» **What the task requires**: For every line of the records below that holds "graph", add one. Give only the final total.

<<<<

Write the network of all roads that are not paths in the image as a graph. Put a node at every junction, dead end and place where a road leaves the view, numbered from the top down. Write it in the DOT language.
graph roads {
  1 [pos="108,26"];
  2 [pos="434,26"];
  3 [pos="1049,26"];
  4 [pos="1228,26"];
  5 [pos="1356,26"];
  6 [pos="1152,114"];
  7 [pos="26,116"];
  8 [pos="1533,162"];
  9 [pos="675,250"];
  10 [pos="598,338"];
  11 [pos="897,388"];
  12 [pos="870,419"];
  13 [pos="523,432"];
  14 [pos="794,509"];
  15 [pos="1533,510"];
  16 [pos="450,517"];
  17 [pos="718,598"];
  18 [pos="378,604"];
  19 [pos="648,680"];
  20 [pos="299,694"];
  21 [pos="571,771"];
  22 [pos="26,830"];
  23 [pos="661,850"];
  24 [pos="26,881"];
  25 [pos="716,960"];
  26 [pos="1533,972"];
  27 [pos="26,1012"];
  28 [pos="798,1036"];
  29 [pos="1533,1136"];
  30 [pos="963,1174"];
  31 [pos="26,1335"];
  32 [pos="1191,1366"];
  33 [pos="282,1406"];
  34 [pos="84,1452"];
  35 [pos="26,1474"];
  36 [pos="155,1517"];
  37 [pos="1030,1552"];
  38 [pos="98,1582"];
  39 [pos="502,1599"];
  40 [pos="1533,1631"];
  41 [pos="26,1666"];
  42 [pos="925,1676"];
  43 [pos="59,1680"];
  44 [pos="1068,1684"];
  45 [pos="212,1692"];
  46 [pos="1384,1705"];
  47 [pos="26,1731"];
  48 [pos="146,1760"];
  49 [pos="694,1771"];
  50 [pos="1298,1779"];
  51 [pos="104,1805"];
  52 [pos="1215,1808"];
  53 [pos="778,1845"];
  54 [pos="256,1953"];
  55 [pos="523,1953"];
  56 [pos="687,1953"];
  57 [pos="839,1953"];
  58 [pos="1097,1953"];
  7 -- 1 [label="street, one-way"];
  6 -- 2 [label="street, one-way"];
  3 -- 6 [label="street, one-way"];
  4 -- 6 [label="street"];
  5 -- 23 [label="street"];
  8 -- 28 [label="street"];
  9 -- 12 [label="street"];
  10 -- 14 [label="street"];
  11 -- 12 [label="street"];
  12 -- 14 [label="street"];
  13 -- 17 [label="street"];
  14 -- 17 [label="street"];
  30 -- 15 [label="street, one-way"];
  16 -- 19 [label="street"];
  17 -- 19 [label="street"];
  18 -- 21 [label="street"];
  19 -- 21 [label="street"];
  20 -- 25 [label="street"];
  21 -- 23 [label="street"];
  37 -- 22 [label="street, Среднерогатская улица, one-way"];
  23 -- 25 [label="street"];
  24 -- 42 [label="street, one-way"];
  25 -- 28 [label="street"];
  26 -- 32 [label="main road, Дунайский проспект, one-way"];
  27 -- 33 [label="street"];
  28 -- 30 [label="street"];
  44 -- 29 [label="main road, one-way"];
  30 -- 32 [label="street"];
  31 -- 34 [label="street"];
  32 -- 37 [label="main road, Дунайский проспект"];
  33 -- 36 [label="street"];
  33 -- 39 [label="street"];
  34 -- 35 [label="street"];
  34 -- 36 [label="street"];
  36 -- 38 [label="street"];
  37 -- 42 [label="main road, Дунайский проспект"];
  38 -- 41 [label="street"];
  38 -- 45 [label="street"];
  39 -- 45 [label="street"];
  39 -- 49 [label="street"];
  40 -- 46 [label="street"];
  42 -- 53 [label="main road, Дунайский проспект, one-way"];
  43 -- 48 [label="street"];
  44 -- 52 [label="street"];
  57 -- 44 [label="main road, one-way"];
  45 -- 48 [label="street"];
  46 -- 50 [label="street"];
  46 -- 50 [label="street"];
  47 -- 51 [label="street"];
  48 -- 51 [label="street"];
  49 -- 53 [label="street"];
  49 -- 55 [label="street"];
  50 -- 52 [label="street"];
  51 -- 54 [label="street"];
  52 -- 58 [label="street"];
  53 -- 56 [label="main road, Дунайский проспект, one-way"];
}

>>>>

» **Task answer**: 2